Researchers at the Austrian Institute of Technology (AIT) are exploring ways to utilize cloud technology for the processing of large media archives. The work is motivated by a strong demand for scalable methods that support the processing of media content such as can be found in archives of broadcasting or memory institutions.

Infrastructure as a Service (IaaS) is a resource provisioning model that enables customers to access large-scale computer infrastructures via services over the Internet. It allows users to remotely host data and deploy individual applications using resources that are leased from infrastructure providers. A major strength of this approach is its broad applicability which is supported by the separation of application implementation and hosting. One of the most prominent frameworks that utilizes the IaaS paradigm for data-intensive computations has been introduced by Google. MapReduce (MR) implements a simple but powerful programming model for the processing of large data sets that can be executed on clusters of commodity computers. The framework targets applications that process large amounts of textual data (as required, for example, when generating a search index), which are parallelized on a master-worker principle. Scalability and robustness are supported through features like distributed and redundant storage, automated load-balancing, and data locality awareness.

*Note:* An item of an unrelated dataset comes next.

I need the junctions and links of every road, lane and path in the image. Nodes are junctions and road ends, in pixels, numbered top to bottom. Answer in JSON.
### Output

Here, we describe a method that exploits MapReduce as the underlying programming model for the processing of large video files. An application has been implemented based on Apache Hadoop, which provides an open-source software framework for data-intensive computing that can be deployed on IaaS resouces. Typical use cases for the processing of archived video materials are for example file format migration, error detection, or pattern recognition. Employing a data-intensive execution platform for video content is desirable in order to cope with the large data volumes and the complexity introduced by diverse file and encoding formats. In previous work, we have developed a service that provides access to clusters of virtualized nodes for processing a large number of relatively small files like documents and images. In this application, parallelization takes place on a per-file basis and the workload is decomposed into a list of file references. During execution, a worker node processes one file for each task, which is retrieved from a shared storage resource. Due to the nature of this problem, the application achieved reasonable speedup when executed within a cluster. Significant IO overhead, however, is introduced by the required file transfer between the compute nodes and the storage service. This necessitates the employment of a strategy that exploits data locality for large data volumes.

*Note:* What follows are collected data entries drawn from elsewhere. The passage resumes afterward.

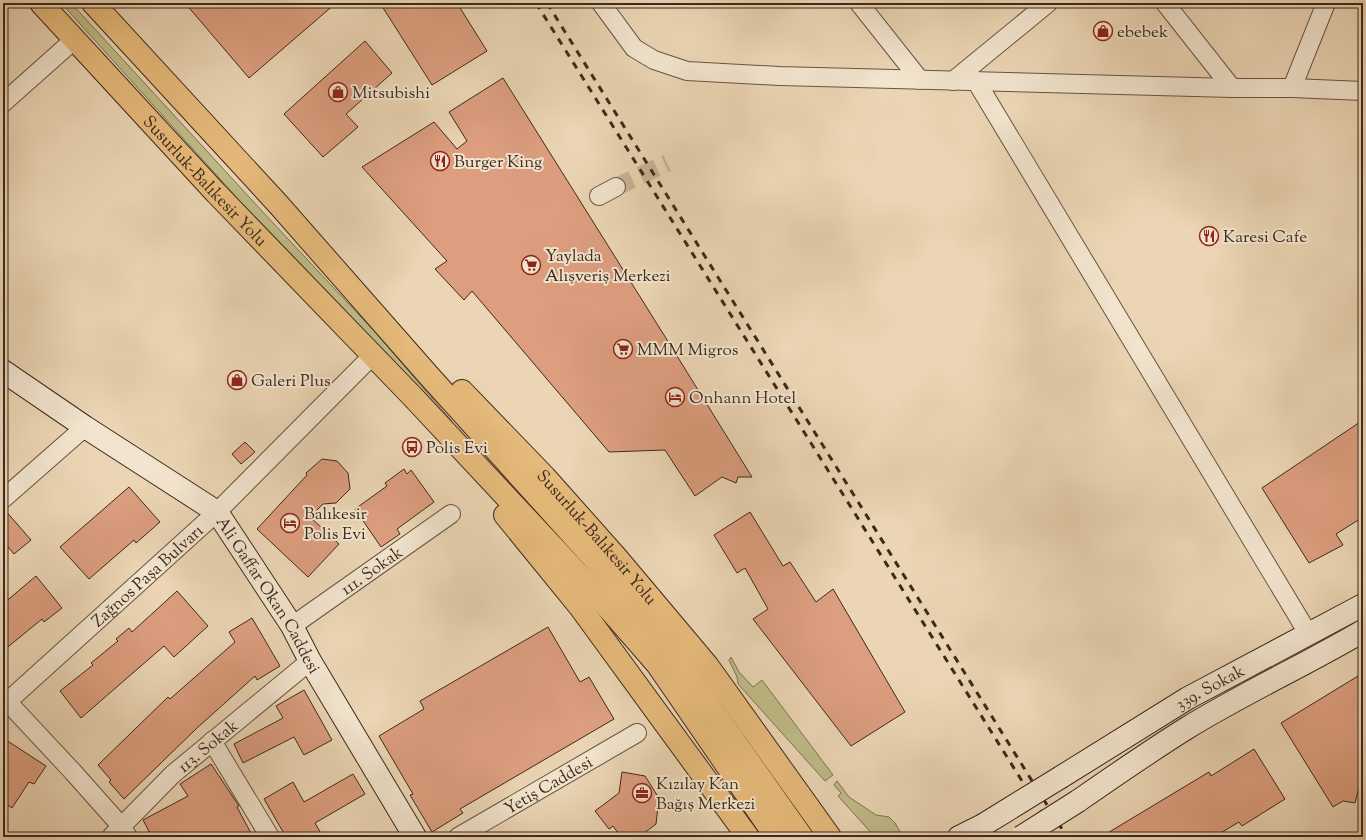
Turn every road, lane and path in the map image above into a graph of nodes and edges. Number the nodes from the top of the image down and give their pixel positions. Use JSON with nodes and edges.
{"nodes":[{"id":1,"x":41,"y":3,"type":"edge"},
{"id":2,"x":93,"y":3,"type":"edge"},
{"id":3,"x":601,"y":3,"type":"edge"},
{"id":4,"x":859,"y":3,"type":"edge"},
{"id":5,"x":1048,"y":3,"type":"edge"},
{"id":6,"x":1165,"y":3,"type":"edge"},
{"id":7,"x":1326,"y":3,"type":"edge"},
{"id":8,"x":75,"y":39,"type":"junction"},
{"id":9,"x":920,"y":80,"type":"junction"},
{"id":10,"x":953,"y":81,"type":"junction"},
{"id":11,"x":976,"y":81,"type":"junction"},
{"id":12,"x":1232,"y":88,"type":"junction"},
{"id":13,"x":1292,"y":88,"type":"junction"},
{"id":14,"x":1363,"y":91,"type":"edge"},
{"id":15,"x":3,"y":103,"type":"edge"},
{"id":16,"x":616,"y":187,"type":"tunnel mouth"},
{"id":17,"x":599,"y":196,"type":"dead end"},
{"id":18,"x":333,"y":265,"type":"junction"},
{"id":19,"x":373,"y":355,"type":"junction"},
{"id":20,"x":3,"y":371,"type":"edge"},
{"id":21,"x":85,"y":426,"type":"junction"},
{"id":22,"x":3,"y":499,"type":"edge"},
{"id":23,"x":217,"y":512,"type":"junction"},
{"id":24,"x":451,"y":514,"type":"dead end"},
{"id":25,"x":1363,"y":605,"type":"edge"},
{"id":26,"x":292,"y":626,"type":"junction"},
{"id":27,"x":1363,"y":630,"type":"edge"},
{"id":28,"x":1309,"y":635,"type":"junction"},
{"id":29,"x":310,"y":661,"type":"junction"},
{"id":30,"x":4,"y":702,"type":"edge"},
{"id":31,"x":637,"y":733,"type":"dead end"},
{"id":32,"x":212,"y":741,"type":"junction"},
{"id":33,"x":120,"y":833,"type":"edge"},
{"id":34,"x":270,"y":837,"type":"edge"},
{"id":35,"x":415,"y":837,"type":"edge"},
{"id":36,"x":458,"y":837,"type":"edge"},
{"id":37,"x":748,"y":837,"type":"edge"},
{"id":38,"x":776,"y":837,"type":"edge"},
{"id":39,"x":802,"y":837,"type":"edge"},
{"id":40,"x":830,"y":837,"type":"edge"},
{"id":41,"x":959,"y":837,"type":"edge"},
{"id":42,"x":1021,"y":837,"type":"edge"}],
"edges":[{"from":1,"to":8,"type":"highway","name":"Susurluk-Balıkesir Yolu"},
{"from":2,"to":18,"type":"highway","name":"Susurluk-Balıkesir Yolu"},
{"from":3,"to":9,"type":"street"},
{"from":4,"to":9,"type":"street"},
{"from":5,"to":10,"type":"street"},
{"from":6,"to":12,"type":"street"},
{"from":7,"to":13,"type":"street"},
{"from":8,"to":15,"type":"street"},
{"from":8,"to":19,"type":"highway","name":"Susurluk-Balıkesir Yolu"},
{"from":9,"to":10,"type":"street"},
{"from":10,"to":11,"type":"street"},
{"from":11,"to":12,"type":"street"},
{"from":11,"to":28,"type":"street"},
{"from":12,"to":13,"type":"street"},
{"from":13,"to":14,"type":"street"},
{"from":16,"to":17,"type":"street"},
{"from":18,"to":39,"type":"highway","name":"Susurluk-Balıkesir Yolu"},
{"from":18,"to":40,"type":"highway","name":"Susurluk-Balıkesir Yolu"},
{"from":19,"to":23,"type":"street","name":"Zağnos Paşa Bulvarı"},
{"from":19,"to":37,"type":"highway","name":"Susurluk-Balıkesir Yolu"},
{"from":19,"to":38,"type":"highway","name":"Susurluk-Balıkesir Yolu"},
{"from":20,"to":21,"type":"main road","name":"Ali Gaffar Okan Caddesi"},
{"from":21,"to":22,"type":"street"},
{"from":21,"to":23,"type":"main road","name":"Ali Gaffar Okan Caddesi"},
{"from":23,"to":26,"type":"main road","name":"Ali Gaffar Okan Caddesi"},
{"from":23,"to":30,"type":"street","name":"Zağnos Paşa Bulvarı"},
{"from":24,"to":26,"type":"street","name":"111. Sokak"},
{"from":25,"to":28,"type":"main road","name":"339. Sokak"},
{"from":26,"to":29,"type":"main road","name":"Ali Gaffar Okan Caddesi"},
{"from":27,"to":42,"type":"main road","name":"339. Sokak","bridge":true},
{"from":28,"to":41,"type":"main road","name":"339. Sokak","bridge":true},
{"from":29,"to":32,"type":"street","name":"113. Sokak"},
{"from":29,"to":35,"type":"main road","name":"Ali Gaffar Okan Caddesi"},
{"from":30,"to":33,"type":"street"},
{"from":31,"to":36,"type":"street","name":"Yetiş Caddesi"},
{"from":32,"to":33,"type":"street","name":"113. Sokak"},
{"from":32,"to":34,"type":"street"}]}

File systems like GFS or HDFS are designed to store large amounts of data across a number of physical machines. Files are split into chunks and distributed over the local storage devices of the cluster nodes. This allows the cluster management software to exploit data locality by scheduling tasks closely to the stored content (for example on the same machine or rack). Hence, worker nodes are preferentially assigned to process data that resides within a local partition. The approach has been proven to scale well for the processing of large text files. An interesting question is to explore how it can be applied to binary content as well.

One may consider patter recognition in video files as a data-intensive task. As an example, we have implemented a MapReduce application, which (1) takes a video file as input, (2) executes a face recognition algorithm against the content, and (3) produces an output video that highlights the detected areas.

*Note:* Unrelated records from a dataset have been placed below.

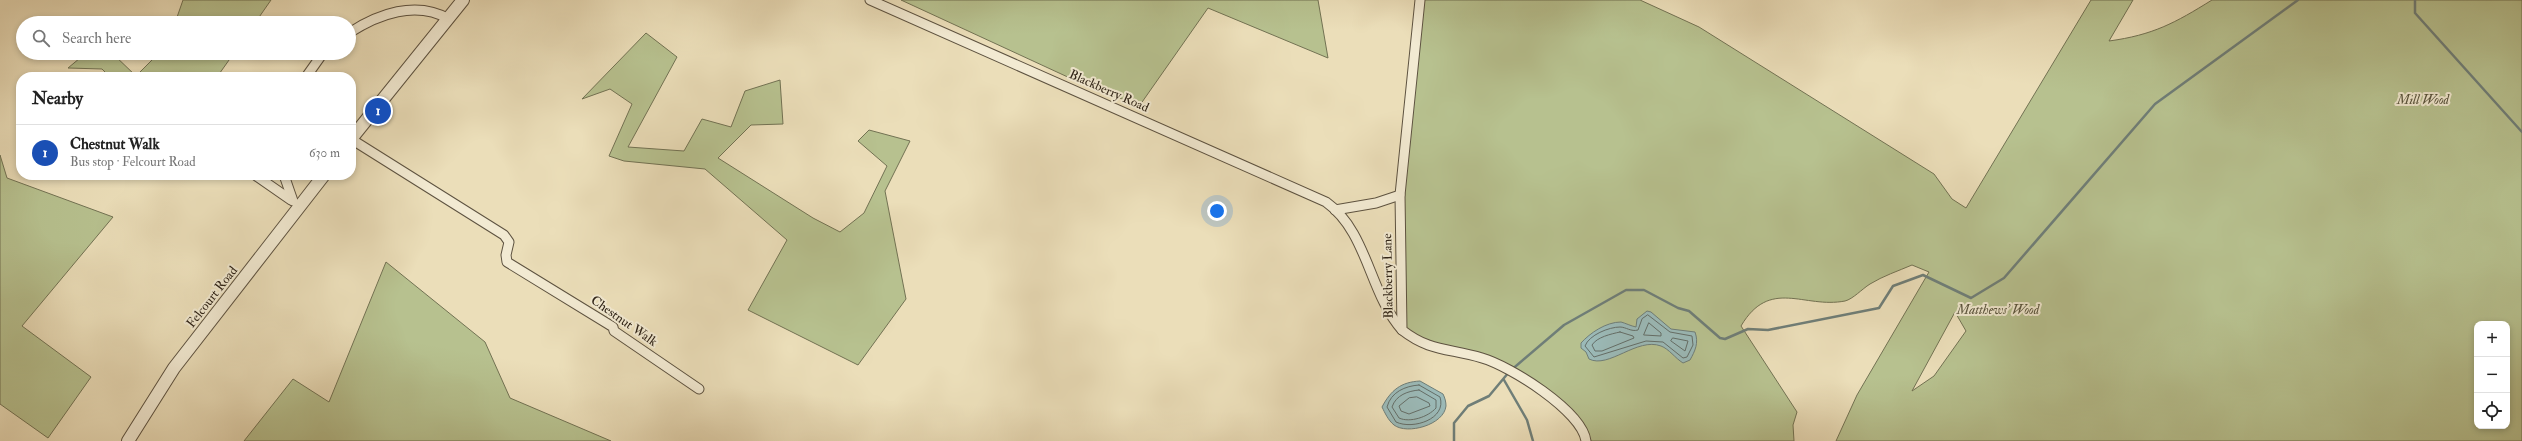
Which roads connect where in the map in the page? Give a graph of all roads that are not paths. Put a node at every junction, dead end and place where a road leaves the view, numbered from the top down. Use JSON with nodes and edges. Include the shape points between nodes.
{"nodes":[{"id":1,"x":463,"y":0,"type":"edge"},
{"id":2,"x":870,"y":0,"type":"edge"},
{"id":3,"x":1420,"y":0,"type":"edge"},
{"id":4,"x":448,"y":19,"type":"junction"},
{"id":5,"x":356,"y":28,"type":"edge"},
{"id":6,"x":318,"y":60,"type":"edge"},
{"id":7,"x":310,"y":72,"type":"edge"},
{"id":8,"x":356,"y":133,"type":"edge"},
{"id":9,"x":356,"y":142,"type":"edge"},
{"id":10,"x":262,"y":180,"type":"edge"},
{"id":11,"x":286,"y":180,"type":"edge"},
{"id":12,"x":319,"y":180,"type":"edge"},
{"id":13,"x":1400,"y":195,"type":"junction"},
{"id":14,"x":296,"y":203,"type":"junction"},
{"id":15,"x":1335,"y":210,"type":"junction"},
{"id":16,"x":1402,"y":330,"type":"junction"},
{"id":17,"x":699,"y":389,"type":"dead end"},
{"id":18,"x":128,"y":441,"type":"edge"},
{"id":19,"x":1586,"y":441,"type":"edge"}],
"edges":[{"from":1,"to":4,"type":"street"},
{"from":2,"to":15,"type":"street","name":"Blackberry Road","via":[[1316,197]]},
{"from":3,"to":13,"type":"street","name":"Blackberry Lane"},
{"from":4,"to":5,"type":"street","via":[[434,11],[404,8],[371,18]]},
{"from":4,"to":8,"type":"street"},
{"from":6,"to":7,"type":"street"},
{"from":9,"to":17,"type":"street","name":"Chestnut Walk","via":[[504,235],[509,242],[507,262],[614,327],[614,331]]},
{"from":10,"to":14,"type":"street"},
{"from":11,"to":14,"type":"street"},
{"from":12,"to":14,"type":"street","name":"Felcourt Road"},
{"from":13,"to":15,"type":"street","via":[[1376,203]]},
{"from":13,"to":16,"type":"street","name":"Blackberry Lane"},
{"from":14,"to":18,"type":"street","name":"Felcourt Road","via":[[174,368]]},
{"from":15,"to":16,"type":"street","name":"Blackberry Road","via":[[1355,239],[1386,307]]},
{"from":16,"to":19,"type":"street","name":"Blackberry Lane","via":[[1425,345],[1482,358],[1530,382],[1572,416],[1582,428]]}]}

Figure 1: A Distributed MR Video Processing Algorithm.
Figure 1: A Distributed MR Video Processing Algorithm.

Video file formats typically provide a container that wraps compressed media tracks like video and audio, as well as metadata. For the pattern matching application, we solely consider the video track, which must be placed on the distributed file system for further processing. This has been done using a custom file format, which creates a raw data stream providing a constant bitrate per frame, as shown in Figure 1. The raw data is automatically partitioned in blocks (64MB) by the file system and dispersed over the physical nodes P. During the first execution phase (map), the cluster nodes are assigned with data portions that correspond to single video frames. In this step, the input frames F are read and pattern recognition takes place. For each frame F, a corresponding output frame O is written and registered within a local index. This index provides key-value pairs that translate between a frame identifier and a pointer to the corresponding data. In an ideal case, each cluster node will only read and write from/to the local data partition. Indexing, however, is required as the data source and order of the frames processed by a cluster node are subject to load balancing and cannot be determined in advance. Also, a minimal data transfer across partitions is required for frames that are split between data partitions. During the second processing phase (reduce), the locally generated index maps are reduced into a single result map. Support is provided by a corresponding driver implementation that directly retrieves the output video stream from the distributed file system based on its index map.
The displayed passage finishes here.